[What you need to do]: Please return every line in the following data that includes the string "graph".

%%

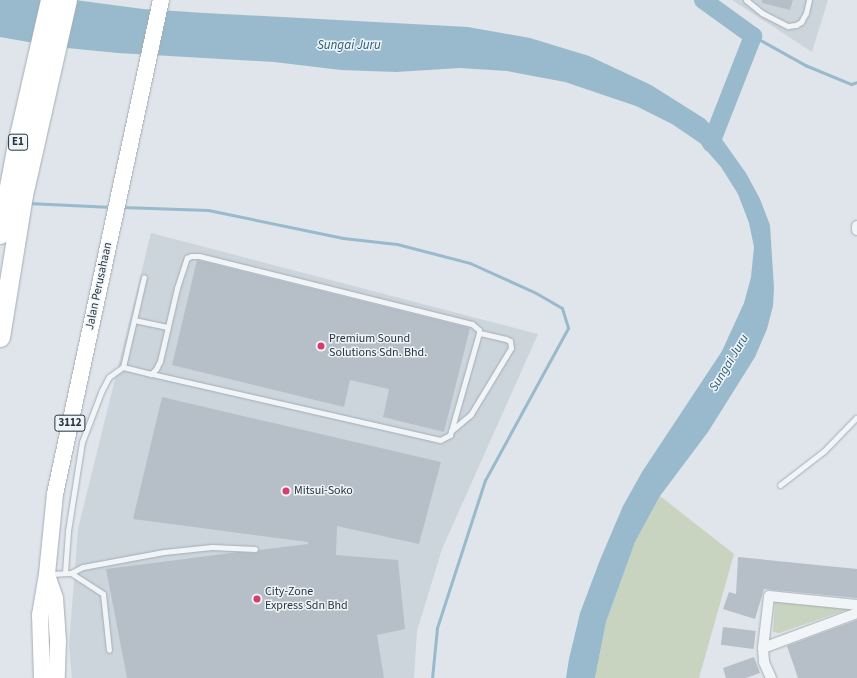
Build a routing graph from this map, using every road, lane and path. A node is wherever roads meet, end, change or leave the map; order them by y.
1 (50, 0) edge
2 (67, 0) edge
3 (161, 0) edge
4 (746, 0) edge
5 (809, 0) edge
6 (36, 94) junction
7 (12, 215) junction
8 (857, 226) edge
9 (857, 230) edge
10 (0, 234) edge
11 (144, 277) dead end
12 (134, 320) junction
13 (167, 327) junction
14 (480, 333) junction
15 (0, 337) edge
16 (123, 367) junction
17 (151, 374) junction
18 (857, 417) edge
19 (451, 430) junction
20 (780, 485) dead end
21 (255, 549) dead end
22 (68, 572) junction
23 (47, 574) junction
24 (857, 605) edge
25 (857, 613) edge
26 (763, 648) junction
27 (109, 650) dead end
28 (42, 678) edge
29 (57, 678) edge
30 (771, 678) edge

1 - 6 highway, E1
2 - 6 highway, E1
3 - 23 main road, Jalan Perusahaan / 3112
4 - 5 lane
6 - 7 highway, E1
7 - 10 highway, E1
7 - 15 highway, E1
8 - 9 street
11 - 12 lane
12 - 13 lane
12 - 16 lane
13 - 14 lane
13 - 17 lane
14 - 19 lane
14 - 19 lane
16 - 17 lane
16 - 22 lane
17 - 19 lane
18 - 20 lane
21 - 22 lane
22 - 23 lane
22 - 27 lane
23 - 28 main road, Jalan Perusahaan / 3112
23 - 29 main road, Jalan Perusahaan / 3112
24 - 26 street
25 - 26 street
26 - 30 street

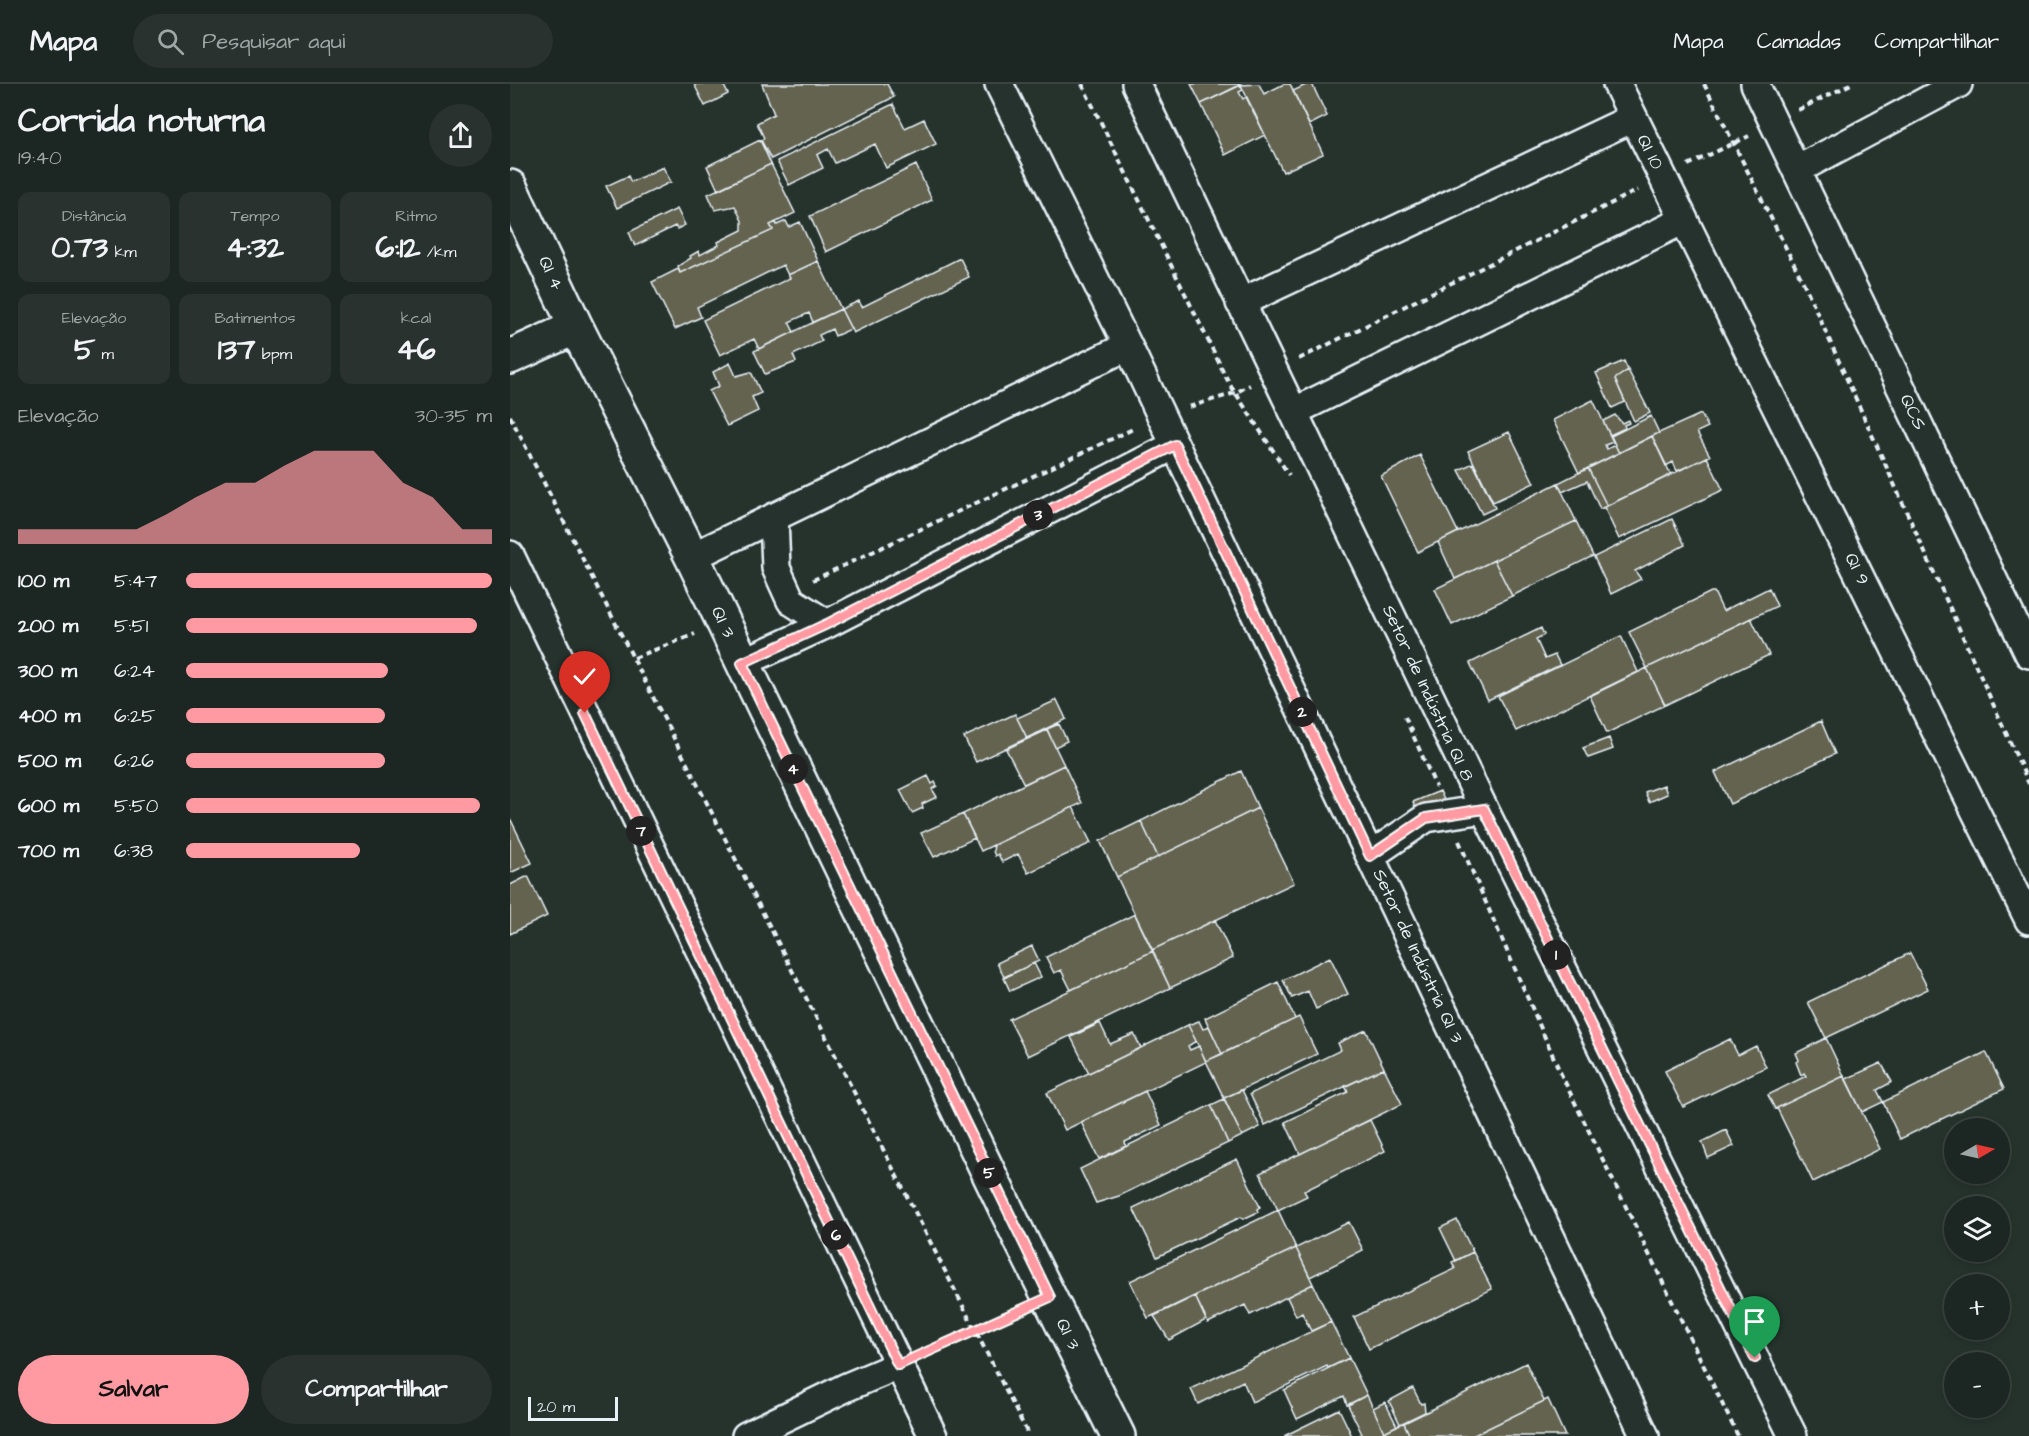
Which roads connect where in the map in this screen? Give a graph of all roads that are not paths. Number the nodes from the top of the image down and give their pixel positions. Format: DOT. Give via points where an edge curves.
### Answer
graph roads {
  1 [pos="999,84"];
  2 [pos="1136,84"];
  3 [pos="1617,84"];
  4 [pos="1755,84"];
  5 [pos="1958,84"];
  6 [pos="1633,118"];
  7 [pos="1797,170"];
  8 [pos="510,187"];
  9 [pos="1684,220"];
  10 [pos="1240,303"];
  11 [pos="576,327"];
  12 [pos="1128,346"];
  13 [pos="510,357"];
  14 [pos="1295,411"];
  15 [pos="1175,445"];
  16 [pos="774,517"];
  17 [pos="510,555"];
  18 [pos="692,557"];
  19 [pos="827,624"];
  20 [pos="2029,654"];
  21 [pos="742,663"];
  22 [pos="1484,809"];
  23 [pos="1370,856"];
  24 [pos="2029,920"];
  25 [pos="898,1365"];
  26 [pos="746,1436"];
  27 [pos="933,1436"];
  28 [pos="1118,1436"];
  29 [pos="1646,1436"];
  30 [pos="1793,1436"];
  1 -- 12 [label="street, Setor de Indústria QI 3"];
  2 -- 10 [label="street, Setor de Indústria QI 8"];
  3 -- 6 [label="street, QI 10"];
  4 -- 7 [label="street, QCS"];
  5 -- 7 [label="street"];
  6 -- 9 [label="street, QI 10"];
  6 -- 10 [label="street"];
  7 -- 20 [label="street, QCS"];
  8 -- 11 [label="street, QI 4"];
  9 -- 14 [label="street"];
  9 -- 24 [label="street, QI 9"];
  10 -- 14 [label="street, Setor de Indústria QI 8"];
  11 -- 13 [label="street"];
  11 -- 18 [label="street, QI 3"];
  12 -- 15 [label="street, Setor de Indústria QI 3"];
  12 -- 16 [label="street"];
  14 -- 22 [label="street, Setor de Indústria QI 8"];
  15 -- 19 [label="street"];
  15 -- 23 [label="street, Setor de Indústria QI 3"];
  16 -- 18 [label="street"];
  16 -- 19 [label="street" via="776,568 791,601"];
  17 -- 25 [label="street"];
  18 -- 21 [label="street, QI 3"];
  19 -- 21 [label="street"];
  21 -- 28 [label="street, QI 3"];
  22 -- 23 [label="street" via="1426,818"];
  22 -- 30 [label="street, Setor de Indústria QI 8"];
  23 -- 29 [label="street, Setor de Indústria QI 3"];
  25 -- 26 [label="street"];
  25 -- 27 [label="street"];
}
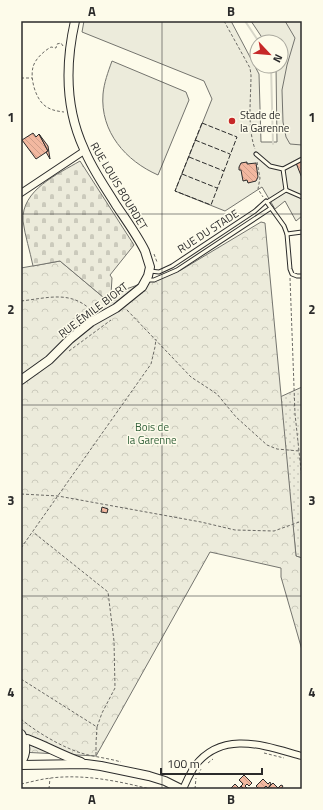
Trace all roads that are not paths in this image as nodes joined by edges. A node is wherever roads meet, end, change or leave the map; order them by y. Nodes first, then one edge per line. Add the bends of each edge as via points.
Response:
1 (75, 21) edge
2 (84, 151) junction
3 (256, 154) road end
4 (302, 159) edge
5 (283, 169) junction
6 (286, 190) junction
7 (21, 193) edge
8 (302, 197) edge
9 (267, 202) junction
10 (271, 208) junction
11 (302, 232) edge
12 (287, 234) junction
13 (149, 269) junction
14 (302, 276) edge
15 (146, 280) junction
16 (21, 380) edge
17 (23, 737) edge
18 (302, 756) edge
19 (21, 764) edge
20 (86, 764) junction
21 (182, 789) edge

1 - 2 street, RUE LOUIS BOURDET via 70,45 68,80 72,113
2 - 7 street
2 - 13 street, RUE LOUIS BOURDET via 141,244 147,256
3 - 5 lane via 270,166
4 - 5 lane
5 - 6 lane
6 - 8 lane
6 - 9 lane, RUE DU STADE
9 - 10 lane
9 - 13 lane, RUE DU STADE via 172,266 159,272
10 - 12 lane
10 - 15 lane, RUE DU STADE via 177,270 154,280
11 - 12 lane
12 - 14 lane via 290,269 292,274
13 - 15 street, RUE ÉMILE BIORT
15 - 16 street, RUE ÉMILE BIORT via 142,287 70,339 49,360
17 - 19 street via 25,753
17 - 20 street
18 - 21 street via 244,743 223,746 203,757 194,767
19 - 20 street
20 - 21 street via 149,776

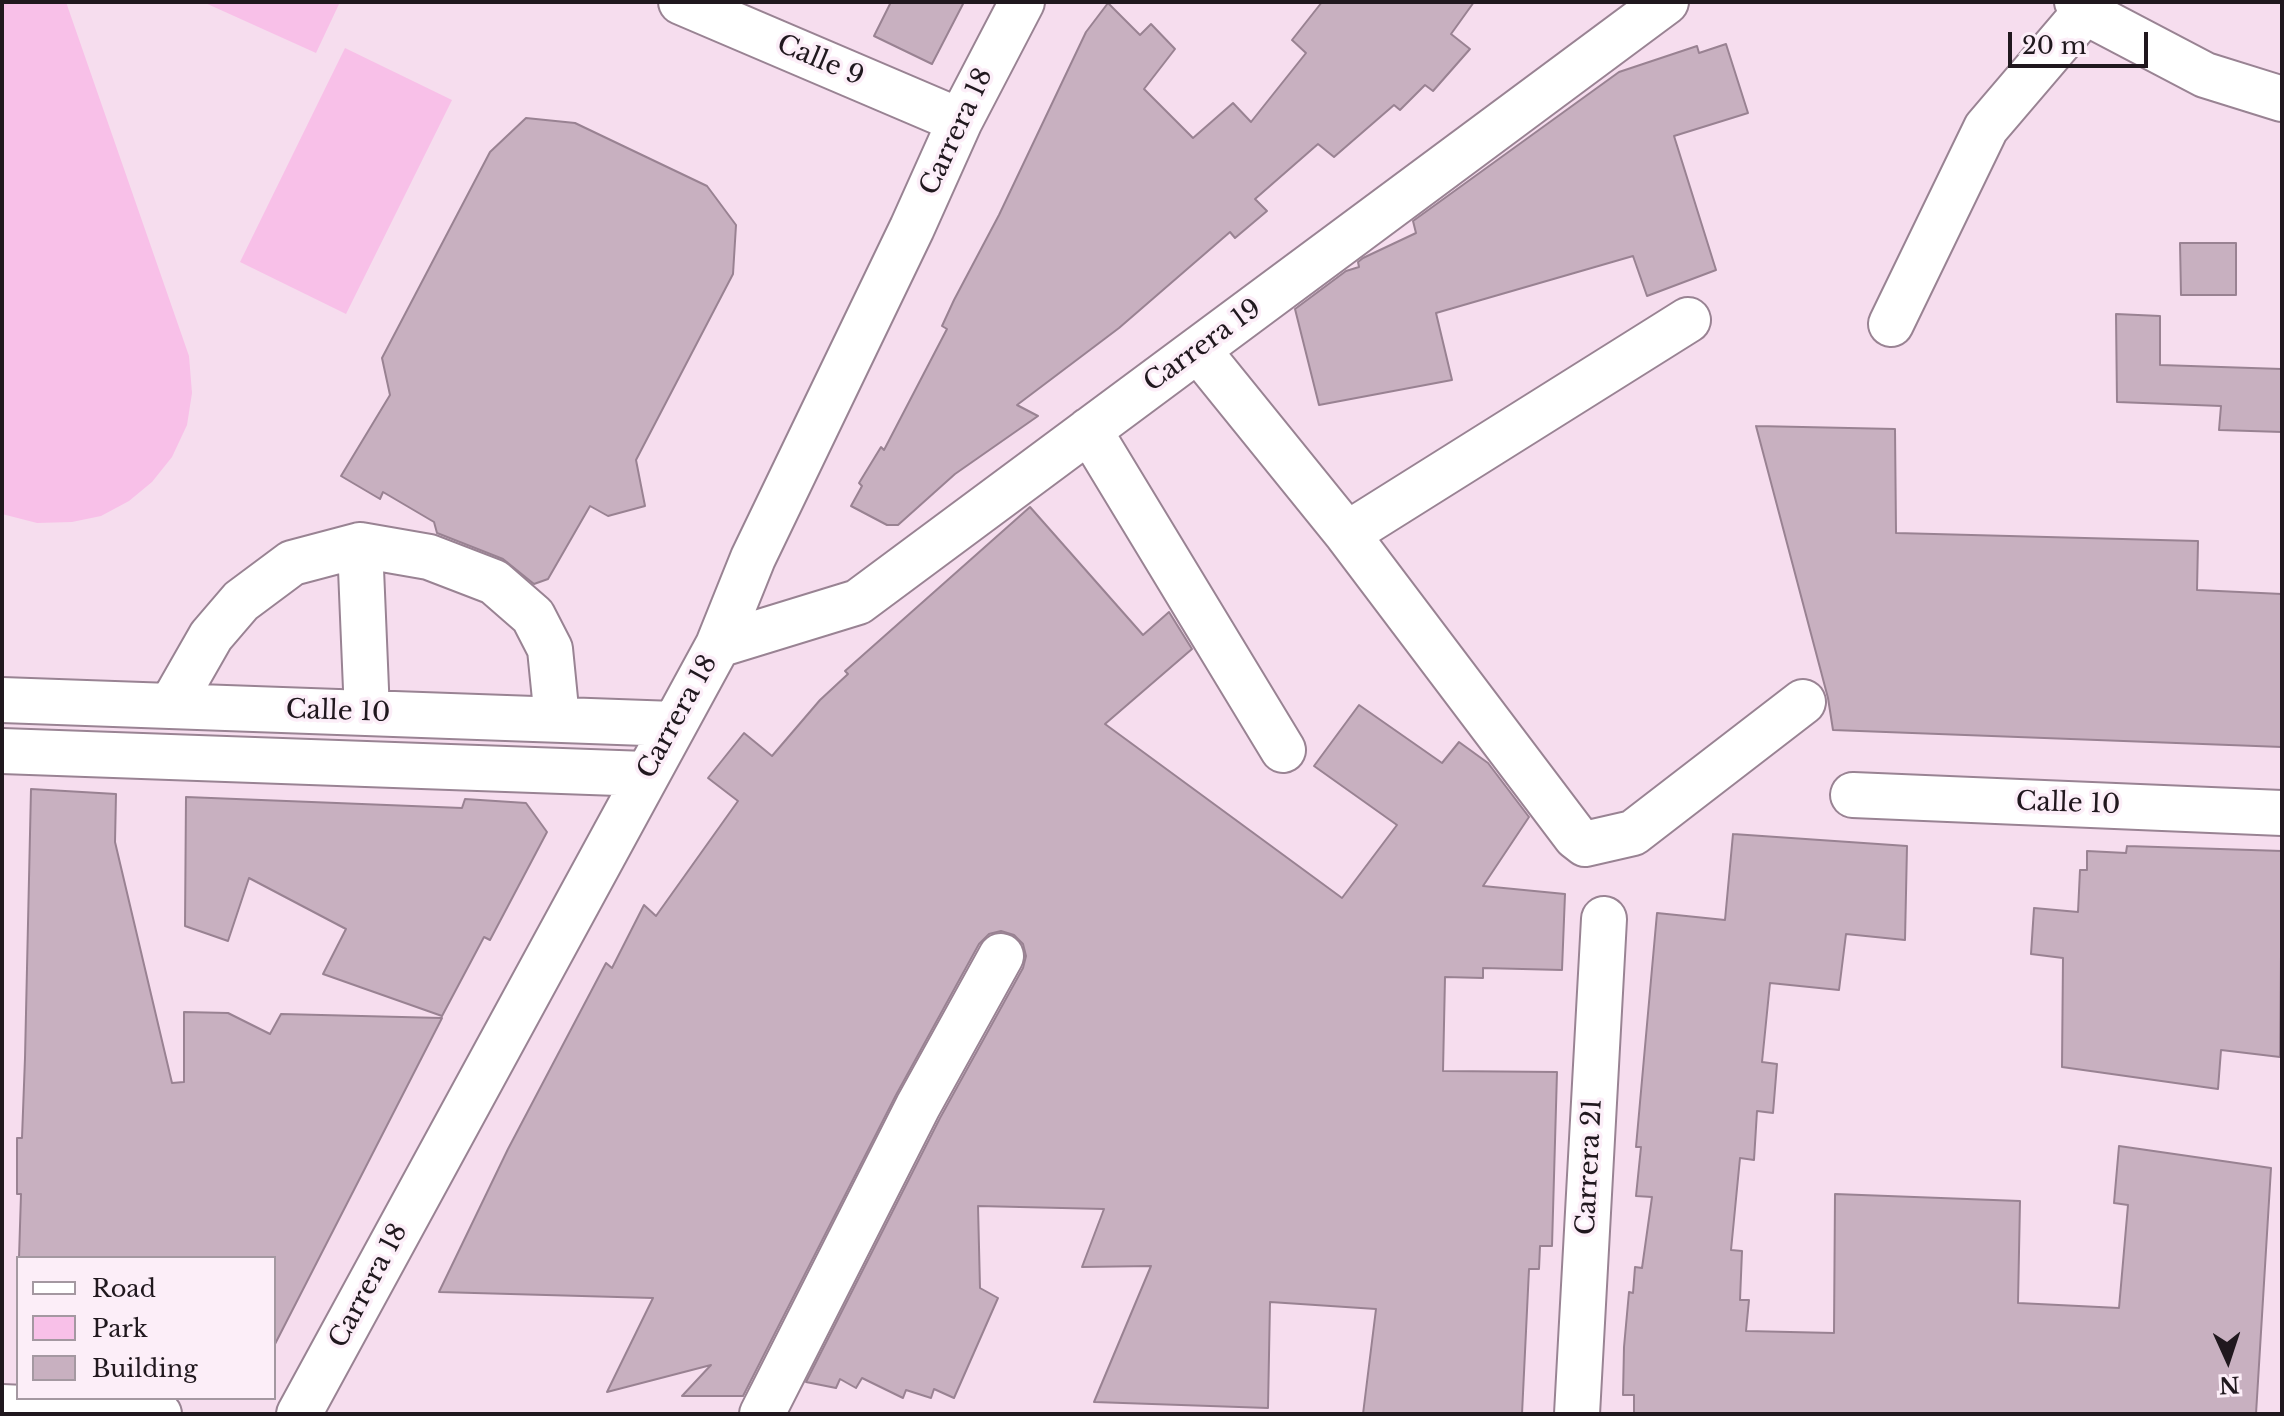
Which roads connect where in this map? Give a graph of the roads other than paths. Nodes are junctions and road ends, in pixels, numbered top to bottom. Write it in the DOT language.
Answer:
graph roads {
  1 [pos="681,2"];
  2 [pos="1022,2"];
  3 [pos="1666,2"];
  4 [pos="2081,7"];
  5 [pos="2282,99"];
  6 [pos="960,121"];
  7 [pos="1688,320"];
  8 [pos="1891,324"];
  9 [pos="1198,350"];
  10 [pos="1089,430"];
  11 [pos="1347,534"];
  12 [pos="360,545"];
  13 [pos="718,645"];
  14 [pos="2,700"];
  15 [pos="1803,702"];
  16 [pos="171,706"];
  17 [pos="367,713"];
  18 [pos="557,719"];
  19 [pos="674,724"];
  20 [pos="1283,750"];
  21 [pos="2,751"];
  22 [pos="646,774"];
  23 [pos="1853,795"];
  24 [pos="2282,813"];
  25 [pos="1604,919"];
  26 [pos="1001,956"];
  27 [pos="2,1407"];
  28 [pos="159,1414"];
  29 [pos="299,1414"];
  30 [pos="762,1414"];
  31 [pos="1577,1414"];
  1 -- 6 [label="street, Calle 9"];
  2 -- 6 [label="street, Carrera 18"];
  3 -- 9 [label="street, Carrera 19"];
  4 -- 5 [label="street"];
  4 -- 8 [label="street"];
  6 -- 13 [label="street, Carrera 18"];
  7 -- 11 [label="street"];
  9 -- 10 [label="street, Carrera 19"];
  9 -- 11 [label="street"];
  10 -- 13 [label="street, Carrera 19"];
  10 -- 20 [label="street"];
  11 -- 15 [label="street"];
  12 -- 16 [label="street"];
  12 -- 17 [label="street"];
  12 -- 18 [label="street"];
  13 -- 19 [label="street, Carrera 18"];
  14 -- 16 [label="street, Calle 10"];
  16 -- 17 [label="street, Calle 10"];
  17 -- 18 [label="street, Calle 10"];
  18 -- 19 [label="street, Calle 10"];
  19 -- 22 [label="street, Carrera 18"];
  21 -- 22 [label="street, Calle 10"];
  22 -- 29 [label="street, Carrera 18"];
  23 -- 24 [label="street, Calle 10"];
  25 -- 31 [label="street, Carrera 21"];
  26 -- 30 [label="street"];
  27 -- 28 [label="street"];
}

%%

[Solution for this problem]:
Build a routing graph from this map, using every road, lane and path. A node is wherever roads meet, end, change or leave the map; order them by y.
Which roads connect where in the map in this screen? Give a graph of all roads that are not paths. Number the nodes from the top of the image down and give their pixel positions. Format: DOT. Give via points where an edge curves.
graph roads {
Which roads connect where in this map? Give a graph of the roads other than paths. Nodes are junctions and road ends, in pixels, numbered top to bottom. Write it in the DOT language.
graph roads {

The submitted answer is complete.